──────── Data for the task ────────

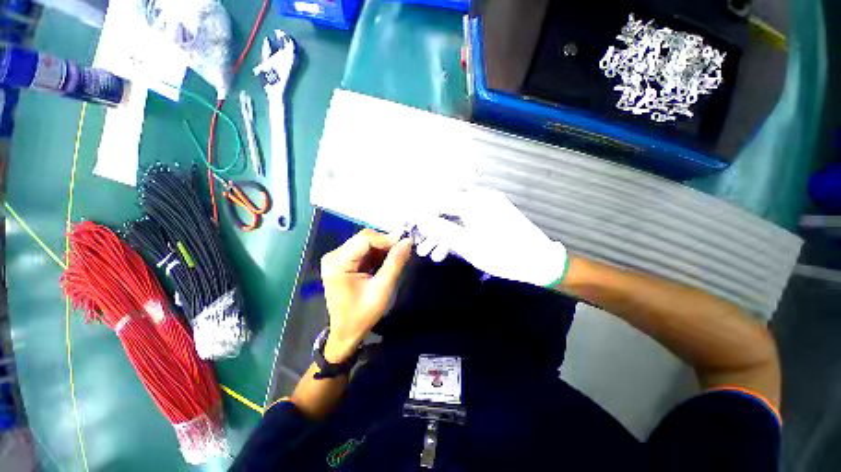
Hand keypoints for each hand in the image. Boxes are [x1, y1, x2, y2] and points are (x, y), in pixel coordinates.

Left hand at [320, 229, 411, 362]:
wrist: (346, 331)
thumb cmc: (363, 313)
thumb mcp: (382, 288)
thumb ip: (395, 263)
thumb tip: (407, 241)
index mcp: (338, 263)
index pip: (364, 239)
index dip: (386, 238)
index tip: (406, 241)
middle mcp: (334, 256)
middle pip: (364, 239)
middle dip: (385, 243)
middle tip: (404, 249)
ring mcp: (337, 258)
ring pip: (366, 243)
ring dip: (383, 248)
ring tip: (397, 256)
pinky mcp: (343, 262)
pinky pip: (364, 251)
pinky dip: (378, 254)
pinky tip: (387, 261)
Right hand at [415, 186, 567, 286]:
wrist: (538, 261)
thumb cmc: (502, 254)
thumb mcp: (468, 245)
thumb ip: (442, 230)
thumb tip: (421, 220)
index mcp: (473, 201)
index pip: (438, 201)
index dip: (422, 214)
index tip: (413, 227)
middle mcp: (480, 197)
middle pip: (445, 207)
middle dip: (431, 226)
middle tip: (421, 242)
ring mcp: (487, 205)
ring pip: (455, 216)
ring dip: (442, 233)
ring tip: (431, 253)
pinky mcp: (492, 214)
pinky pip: (467, 219)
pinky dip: (456, 232)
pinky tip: (447, 250)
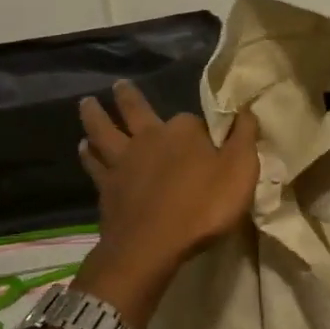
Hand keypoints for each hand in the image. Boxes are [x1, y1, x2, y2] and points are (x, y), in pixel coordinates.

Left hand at [72, 81, 260, 328]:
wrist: (153, 244)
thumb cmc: (203, 207)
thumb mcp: (240, 170)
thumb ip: (244, 138)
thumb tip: (246, 109)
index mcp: (182, 131)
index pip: (192, 121)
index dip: (199, 128)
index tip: (206, 137)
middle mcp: (148, 138)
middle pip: (134, 110)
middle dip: (127, 96)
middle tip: (117, 84)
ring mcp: (122, 161)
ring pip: (103, 131)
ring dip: (94, 116)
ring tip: (87, 104)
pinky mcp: (106, 186)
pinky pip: (93, 163)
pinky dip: (87, 153)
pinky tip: (83, 147)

────────

▶ **The problem**: Could you set down the records above exactly, skipping any picture?

▶ **Solution to the problem**:
Hand keypoints for each hand in the image. Boxes are [x1, y1, x2, y2] and points are (x, y), in pixel coordinates.

Left hand at [320, 229, 411, 362]:
wrist: (346, 331)
thumb cmc: (363, 313)
thumb mcp: (382, 288)
thumb ip: (395, 263)
thumb tip: (407, 241)
index mcp: (338, 263)
index pip: (364, 239)
index dip: (386, 238)
index tip: (406, 241)
middle mcp: (334, 256)
middle pip: (364, 239)
middle dip: (385, 243)
middle tip: (404, 249)
ring mcp: (337, 258)
ring pip: (366, 243)
ring dip: (383, 248)
ring tip: (397, 256)
pinky mcp: (343, 262)
pinky pip: (364, 251)
pinky dip: (378, 254)
pinky tip: (387, 261)
Right hand at [415, 186, 567, 286]:
wrist: (538, 261)
thumb cmc: (502, 254)
thumb mcp: (468, 245)
thumb ip: (442, 230)
thumb tip: (421, 220)
index mcp: (473, 201)
index pip: (438, 201)
index dip: (422, 214)
index tip: (413, 227)
middle mcp: (480, 197)
middle pip: (445, 207)
middle dip: (431, 226)
middle tip: (421, 242)
ring mcp: (487, 205)
ring pip: (455, 216)
ring dip: (442, 233)
ring tip: (431, 253)
pinky mcp: (492, 214)
pinky pip: (467, 219)
pinky dip: (456, 232)
pinky tip: (447, 250)
Hand keypoints for each hand in the image. Boxes are [x1, y1, x2, y2] and points are (x, y), in pixel coordinates.

Left hand at [72, 81, 260, 328]:
wrist: (153, 244)
thumb cmc: (203, 207)
thumb mcp: (240, 170)
thumb ip: (244, 138)
thumb tip: (246, 109)
index mcp: (182, 131)
index pip: (192, 121)
index dip: (199, 128)
index tip: (206, 137)
middle mcp: (148, 138)
middle pip: (134, 110)
middle dip: (127, 96)
middle tip: (117, 84)
ring mcp: (122, 161)
ring pip: (103, 131)
ring dip: (94, 116)
ring tip: (87, 104)
pinky mcp: (106, 186)
pinky pip: (93, 163)
pinky dip: (87, 153)
pinky tip: (83, 147)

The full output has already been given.